#### Entries shown

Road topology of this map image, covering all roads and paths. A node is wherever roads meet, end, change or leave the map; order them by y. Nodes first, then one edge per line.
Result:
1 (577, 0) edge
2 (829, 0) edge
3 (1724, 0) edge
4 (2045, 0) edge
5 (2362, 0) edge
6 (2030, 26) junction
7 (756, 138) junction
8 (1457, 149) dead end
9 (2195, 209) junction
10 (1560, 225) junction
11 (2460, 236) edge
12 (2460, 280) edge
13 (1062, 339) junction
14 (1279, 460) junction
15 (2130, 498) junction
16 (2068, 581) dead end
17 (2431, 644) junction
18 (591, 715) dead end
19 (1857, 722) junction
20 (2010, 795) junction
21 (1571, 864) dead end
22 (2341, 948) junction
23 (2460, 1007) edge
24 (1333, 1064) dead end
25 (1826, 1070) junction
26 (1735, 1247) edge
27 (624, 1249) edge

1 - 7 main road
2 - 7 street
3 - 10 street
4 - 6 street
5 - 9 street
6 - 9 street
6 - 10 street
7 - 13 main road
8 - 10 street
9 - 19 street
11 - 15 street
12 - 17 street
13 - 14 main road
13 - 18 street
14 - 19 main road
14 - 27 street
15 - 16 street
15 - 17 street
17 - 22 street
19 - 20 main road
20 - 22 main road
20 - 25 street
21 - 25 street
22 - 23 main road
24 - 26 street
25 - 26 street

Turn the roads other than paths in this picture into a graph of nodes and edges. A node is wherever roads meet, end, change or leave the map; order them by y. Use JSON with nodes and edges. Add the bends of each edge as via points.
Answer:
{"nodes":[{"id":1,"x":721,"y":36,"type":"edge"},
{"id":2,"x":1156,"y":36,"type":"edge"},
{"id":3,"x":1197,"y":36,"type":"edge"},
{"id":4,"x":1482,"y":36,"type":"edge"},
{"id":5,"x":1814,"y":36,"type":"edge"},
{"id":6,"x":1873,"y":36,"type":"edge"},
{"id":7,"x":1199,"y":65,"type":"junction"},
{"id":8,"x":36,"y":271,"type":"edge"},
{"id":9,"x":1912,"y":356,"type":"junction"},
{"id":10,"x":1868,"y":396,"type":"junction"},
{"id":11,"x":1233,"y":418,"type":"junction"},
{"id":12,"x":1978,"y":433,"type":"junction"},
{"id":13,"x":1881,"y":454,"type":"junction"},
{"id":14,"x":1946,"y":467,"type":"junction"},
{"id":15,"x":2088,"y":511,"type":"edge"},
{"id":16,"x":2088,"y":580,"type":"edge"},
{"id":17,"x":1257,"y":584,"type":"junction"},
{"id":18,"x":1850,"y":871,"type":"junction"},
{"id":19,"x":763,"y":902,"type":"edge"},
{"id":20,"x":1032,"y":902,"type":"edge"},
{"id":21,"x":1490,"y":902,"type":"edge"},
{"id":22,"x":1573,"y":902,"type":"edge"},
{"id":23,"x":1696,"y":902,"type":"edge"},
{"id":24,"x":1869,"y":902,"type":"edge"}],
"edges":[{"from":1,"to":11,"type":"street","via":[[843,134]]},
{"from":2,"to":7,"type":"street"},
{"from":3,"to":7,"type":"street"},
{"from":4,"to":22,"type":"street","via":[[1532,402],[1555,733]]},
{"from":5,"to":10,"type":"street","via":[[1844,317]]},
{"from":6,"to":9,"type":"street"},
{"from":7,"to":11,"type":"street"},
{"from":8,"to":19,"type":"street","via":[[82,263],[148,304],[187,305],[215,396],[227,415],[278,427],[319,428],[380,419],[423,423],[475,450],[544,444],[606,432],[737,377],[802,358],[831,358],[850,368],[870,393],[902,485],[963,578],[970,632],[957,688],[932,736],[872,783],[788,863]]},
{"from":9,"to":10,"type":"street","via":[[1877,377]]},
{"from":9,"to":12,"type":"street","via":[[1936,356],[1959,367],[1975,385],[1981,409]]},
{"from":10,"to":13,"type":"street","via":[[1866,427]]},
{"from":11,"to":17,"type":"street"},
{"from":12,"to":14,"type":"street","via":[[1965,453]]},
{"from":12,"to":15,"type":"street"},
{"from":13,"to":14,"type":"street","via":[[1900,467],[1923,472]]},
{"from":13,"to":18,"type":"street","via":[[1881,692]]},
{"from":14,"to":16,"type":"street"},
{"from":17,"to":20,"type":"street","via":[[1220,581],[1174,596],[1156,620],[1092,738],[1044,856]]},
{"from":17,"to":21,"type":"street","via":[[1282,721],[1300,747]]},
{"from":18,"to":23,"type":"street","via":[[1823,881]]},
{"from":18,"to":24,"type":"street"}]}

########

» **Assignment**
Please output the exact lines of the records above, beginning with the first and stopping after the line that holds "Turn the roads", and nothing else.

» **Completed exercise**
Road topology of this map image, covering all roads and paths. A node is wherever roads meet, end, change or leave the map; order them by y. Nodes first, then one edge per line.
Result:
1 (577, 0) edge
2 (829, 0) edge
3 (1724, 0) edge
4 (2045, 0) edge
5 (2362, 0) edge
6 (2030, 26) junction
7 (756, 138) junction
8 (1457, 149) dead end
9 (2195, 209) junction
10 (1560, 225) junction
11 (2460, 236) edge
12 (2460, 280) edge
13 (1062, 339) junction
14 (1279, 460) junction
15 (2130, 498) junction
16 (2068, 581) dead end
17 (2431, 644) junction
18 (591, 715) dead end
19 (1857, 722) junction
20 (2010, 795) junction
21 (1571, 864) dead end
22 (2341, 948) junction
23 (2460, 1007) edge
24 (1333, 1064) dead end
25 (1826, 1070) junction
26 (1735, 1247) edge
27 (624, 1249) edge

1 - 7 main road
2 - 7 street
3 - 10 street
4 - 6 street
5 - 9 street
6 - 9 street
6 - 10 street
7 - 13 main road
8 - 10 street
9 - 19 street
11 - 15 street
12 - 17 street
13 - 14 main road
13 - 18 street
14 - 19 main road
14 - 27 street
15 - 16 street
15 - 17 street
17 - 22 street
19 - 20 main road
20 - 22 main road
20 - 25 street
21 - 25 street
22 - 23 main road
24 - 26 street
25 - 26 street

Turn the roads other than paths in this picture into a graph of nodes and edges. A node is wherever roads meet, end, change or leave the map; order them by y. Use JSON with nodes and edges. Add the bends of each edge as via points.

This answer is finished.